Perhaps no area of technology creates more excitement across corporate boardrooms than big data. The ability to use data in a systematic way to inform critical business decisions can provide a significant competitive edge in today’s fast-moving business environment.

Companies across all industries are exploring how data science can improve their operations and profitability. While this trend is not news, behind the headlines business and IT leaders are trying to manage a significant shift in the way data is being collected, analyzed, and reported. What was once a process managed by a select few data analysts, scientists, and engineers in a relatively closed environment, is now touched by everyone from salespeople, to marketers, to finance professionals. Automation and new sophisticated data collection and analysis tools are connecting what was once disparate information silos and integrating data science into every department’s decision-making process.

This is an exciting time to be a part of the data science community, but forward-thinking organizations must also recognize that there is a shared responsibility to ensure data is being adequately protected and managed as it becomes more accessible, connected, and powerful. Data is valuable and could contain anything from credit card and banking details to personal health information, to confidential sales numbers and business performance metrics. Unauthorized usage or disclosure can result in trust-damaging breaches of personal customer information, illegal insider trading, or loss of intellectual property.

Given the high-value of data and its likelihood to be targeted, a thoughtful security approach should be a significant focus for all data-driven organizations. While many security activities will overlap with standard IT and application security practices, it is not enough to assume that existing practices offer adequate protection without a thorough understanding of how data is being gathered, accessed, and used.

In fact, securing big data in a data warehouse can present a significant challenge for organizations more traditionally focused on network security — in other words, protecting systems rather than the data they contain. This blog post examines the data science lifecycle and identifies the key security touchpoints along the process. It is not meant to be a comprehensive guide or to replace an organization’s current security practices.
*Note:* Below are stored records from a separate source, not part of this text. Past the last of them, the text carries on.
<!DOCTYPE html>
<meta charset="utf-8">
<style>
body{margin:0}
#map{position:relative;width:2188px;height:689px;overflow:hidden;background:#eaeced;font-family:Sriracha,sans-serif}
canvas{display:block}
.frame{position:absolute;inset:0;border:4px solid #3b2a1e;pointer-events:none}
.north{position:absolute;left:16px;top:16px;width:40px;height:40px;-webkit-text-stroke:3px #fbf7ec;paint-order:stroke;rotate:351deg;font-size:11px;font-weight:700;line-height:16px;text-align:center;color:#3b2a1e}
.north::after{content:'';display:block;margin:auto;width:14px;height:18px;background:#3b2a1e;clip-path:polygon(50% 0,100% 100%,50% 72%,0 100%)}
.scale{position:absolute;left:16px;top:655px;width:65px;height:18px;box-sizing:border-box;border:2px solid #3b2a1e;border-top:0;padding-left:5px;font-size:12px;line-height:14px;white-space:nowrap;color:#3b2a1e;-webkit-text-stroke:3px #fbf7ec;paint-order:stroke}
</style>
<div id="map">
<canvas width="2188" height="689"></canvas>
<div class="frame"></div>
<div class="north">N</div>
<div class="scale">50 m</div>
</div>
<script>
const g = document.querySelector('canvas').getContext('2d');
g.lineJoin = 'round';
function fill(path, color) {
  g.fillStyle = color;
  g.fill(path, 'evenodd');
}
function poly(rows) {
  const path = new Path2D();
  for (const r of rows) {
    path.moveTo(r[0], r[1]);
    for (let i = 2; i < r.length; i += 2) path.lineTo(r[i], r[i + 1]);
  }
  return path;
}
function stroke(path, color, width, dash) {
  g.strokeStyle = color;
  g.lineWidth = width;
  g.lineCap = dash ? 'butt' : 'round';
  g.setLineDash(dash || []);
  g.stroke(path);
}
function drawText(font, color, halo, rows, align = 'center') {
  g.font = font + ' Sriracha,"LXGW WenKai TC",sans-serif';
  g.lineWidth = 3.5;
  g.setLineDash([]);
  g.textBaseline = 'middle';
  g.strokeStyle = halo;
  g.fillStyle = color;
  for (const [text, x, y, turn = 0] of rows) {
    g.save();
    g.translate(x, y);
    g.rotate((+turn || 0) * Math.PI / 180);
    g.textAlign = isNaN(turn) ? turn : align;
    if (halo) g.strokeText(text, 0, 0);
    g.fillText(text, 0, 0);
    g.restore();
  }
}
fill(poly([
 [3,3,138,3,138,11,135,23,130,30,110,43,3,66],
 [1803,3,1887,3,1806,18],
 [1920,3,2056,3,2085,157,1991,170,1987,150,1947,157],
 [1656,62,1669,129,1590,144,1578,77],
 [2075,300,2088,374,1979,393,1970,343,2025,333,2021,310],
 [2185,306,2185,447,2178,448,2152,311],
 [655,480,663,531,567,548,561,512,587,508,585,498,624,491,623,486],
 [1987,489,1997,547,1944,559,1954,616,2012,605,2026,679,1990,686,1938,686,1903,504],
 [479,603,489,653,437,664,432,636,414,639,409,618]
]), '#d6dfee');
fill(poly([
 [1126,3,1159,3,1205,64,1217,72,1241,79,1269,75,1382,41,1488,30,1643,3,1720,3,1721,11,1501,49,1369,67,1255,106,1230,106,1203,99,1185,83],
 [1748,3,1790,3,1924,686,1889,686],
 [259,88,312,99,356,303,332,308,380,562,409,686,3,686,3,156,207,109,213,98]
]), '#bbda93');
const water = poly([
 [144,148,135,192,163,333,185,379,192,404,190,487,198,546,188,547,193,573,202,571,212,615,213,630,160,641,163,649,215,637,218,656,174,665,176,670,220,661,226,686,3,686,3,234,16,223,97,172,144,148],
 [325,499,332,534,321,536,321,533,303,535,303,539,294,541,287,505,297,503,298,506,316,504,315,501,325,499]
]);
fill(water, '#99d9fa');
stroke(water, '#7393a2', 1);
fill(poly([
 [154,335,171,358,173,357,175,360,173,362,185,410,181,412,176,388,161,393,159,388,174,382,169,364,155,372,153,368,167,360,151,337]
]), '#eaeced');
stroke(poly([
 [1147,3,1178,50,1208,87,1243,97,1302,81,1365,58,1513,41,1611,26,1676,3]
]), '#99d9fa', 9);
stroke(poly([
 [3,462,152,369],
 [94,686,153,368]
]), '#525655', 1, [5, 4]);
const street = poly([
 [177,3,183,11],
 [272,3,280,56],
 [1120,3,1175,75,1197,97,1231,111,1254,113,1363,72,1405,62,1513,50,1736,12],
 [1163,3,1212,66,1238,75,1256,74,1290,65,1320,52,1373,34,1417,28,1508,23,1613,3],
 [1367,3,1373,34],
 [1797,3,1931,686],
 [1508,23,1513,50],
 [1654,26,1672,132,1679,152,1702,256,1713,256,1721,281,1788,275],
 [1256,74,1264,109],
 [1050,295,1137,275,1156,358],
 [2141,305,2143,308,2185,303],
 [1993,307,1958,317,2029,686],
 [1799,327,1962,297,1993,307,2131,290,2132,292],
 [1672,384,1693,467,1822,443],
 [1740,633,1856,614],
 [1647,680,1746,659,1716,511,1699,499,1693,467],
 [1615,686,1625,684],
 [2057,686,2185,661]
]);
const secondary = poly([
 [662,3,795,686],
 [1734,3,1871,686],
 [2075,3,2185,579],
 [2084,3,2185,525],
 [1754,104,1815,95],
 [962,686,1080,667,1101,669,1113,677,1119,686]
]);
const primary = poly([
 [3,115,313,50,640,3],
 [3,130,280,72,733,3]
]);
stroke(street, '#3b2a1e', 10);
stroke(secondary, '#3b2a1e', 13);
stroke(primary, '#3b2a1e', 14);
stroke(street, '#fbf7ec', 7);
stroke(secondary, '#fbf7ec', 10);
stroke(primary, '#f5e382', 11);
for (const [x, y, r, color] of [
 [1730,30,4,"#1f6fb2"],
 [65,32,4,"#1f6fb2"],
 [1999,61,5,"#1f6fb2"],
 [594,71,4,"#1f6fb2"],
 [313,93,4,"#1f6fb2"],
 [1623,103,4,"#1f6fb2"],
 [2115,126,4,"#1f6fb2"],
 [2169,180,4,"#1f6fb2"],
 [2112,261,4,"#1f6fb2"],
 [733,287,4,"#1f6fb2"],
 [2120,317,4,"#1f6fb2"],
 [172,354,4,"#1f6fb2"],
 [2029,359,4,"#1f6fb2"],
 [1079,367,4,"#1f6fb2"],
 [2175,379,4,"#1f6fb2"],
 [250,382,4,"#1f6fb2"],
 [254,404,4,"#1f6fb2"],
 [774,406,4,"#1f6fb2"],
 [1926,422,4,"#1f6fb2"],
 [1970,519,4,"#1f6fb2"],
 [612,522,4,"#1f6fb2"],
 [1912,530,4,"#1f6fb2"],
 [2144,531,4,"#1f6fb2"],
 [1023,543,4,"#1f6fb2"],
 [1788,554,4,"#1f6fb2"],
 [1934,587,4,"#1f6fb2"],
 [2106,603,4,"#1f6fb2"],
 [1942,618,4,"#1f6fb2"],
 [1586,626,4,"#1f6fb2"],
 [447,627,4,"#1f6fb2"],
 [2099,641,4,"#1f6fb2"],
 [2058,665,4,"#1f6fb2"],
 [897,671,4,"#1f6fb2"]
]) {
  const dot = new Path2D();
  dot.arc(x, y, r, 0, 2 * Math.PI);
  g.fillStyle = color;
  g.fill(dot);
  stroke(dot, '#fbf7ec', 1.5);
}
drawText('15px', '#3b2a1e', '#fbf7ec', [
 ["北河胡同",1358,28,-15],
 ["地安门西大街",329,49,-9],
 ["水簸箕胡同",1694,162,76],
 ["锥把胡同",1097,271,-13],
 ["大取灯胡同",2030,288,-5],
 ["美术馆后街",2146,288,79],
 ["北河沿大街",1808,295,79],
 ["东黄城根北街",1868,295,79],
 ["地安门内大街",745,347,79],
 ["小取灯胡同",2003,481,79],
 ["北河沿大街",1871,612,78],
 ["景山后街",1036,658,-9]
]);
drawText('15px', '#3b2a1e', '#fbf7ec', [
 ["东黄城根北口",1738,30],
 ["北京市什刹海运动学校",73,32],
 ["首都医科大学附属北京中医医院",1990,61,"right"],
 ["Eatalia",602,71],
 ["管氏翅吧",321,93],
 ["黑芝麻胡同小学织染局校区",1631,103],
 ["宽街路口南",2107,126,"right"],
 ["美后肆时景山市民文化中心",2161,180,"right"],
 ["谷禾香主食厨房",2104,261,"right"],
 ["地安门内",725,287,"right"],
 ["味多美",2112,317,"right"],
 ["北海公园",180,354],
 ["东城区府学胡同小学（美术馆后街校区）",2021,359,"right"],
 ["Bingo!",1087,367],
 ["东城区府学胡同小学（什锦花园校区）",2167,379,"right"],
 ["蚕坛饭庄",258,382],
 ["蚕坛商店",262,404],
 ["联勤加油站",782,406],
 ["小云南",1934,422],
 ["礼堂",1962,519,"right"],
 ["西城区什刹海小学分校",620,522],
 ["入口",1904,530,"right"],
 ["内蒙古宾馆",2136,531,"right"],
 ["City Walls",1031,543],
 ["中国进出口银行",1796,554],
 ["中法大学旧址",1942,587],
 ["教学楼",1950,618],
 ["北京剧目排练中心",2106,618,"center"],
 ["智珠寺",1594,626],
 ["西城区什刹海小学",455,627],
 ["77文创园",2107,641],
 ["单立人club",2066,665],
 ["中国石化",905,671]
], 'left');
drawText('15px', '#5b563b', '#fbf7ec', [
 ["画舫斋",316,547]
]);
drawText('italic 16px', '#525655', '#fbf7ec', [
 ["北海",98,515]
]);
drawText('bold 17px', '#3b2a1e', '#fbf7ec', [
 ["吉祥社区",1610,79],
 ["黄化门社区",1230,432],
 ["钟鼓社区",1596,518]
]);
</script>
Rather, it can help IT security professionals examine how data is being used within their organization and identify any gaps in their cybersecurity policies and practices.

The Data Science Lifecycle

A thoughtful approach to data science security requires an understanding of how data is used across an organization. Mature organizations will have some form of data governance in place that outlines how it should be collected, shared, used, and retained. This can form the basis of the data science lifecycle. Security teams should review each phase of that lifecycle to determine whether existing security controls are being applied appropriately and where gaps may exist. In doing so, they can build a process-based approach to big data security that aligns controls with actual data usage, and eliminates gaps commonly seen with a network-centric approach.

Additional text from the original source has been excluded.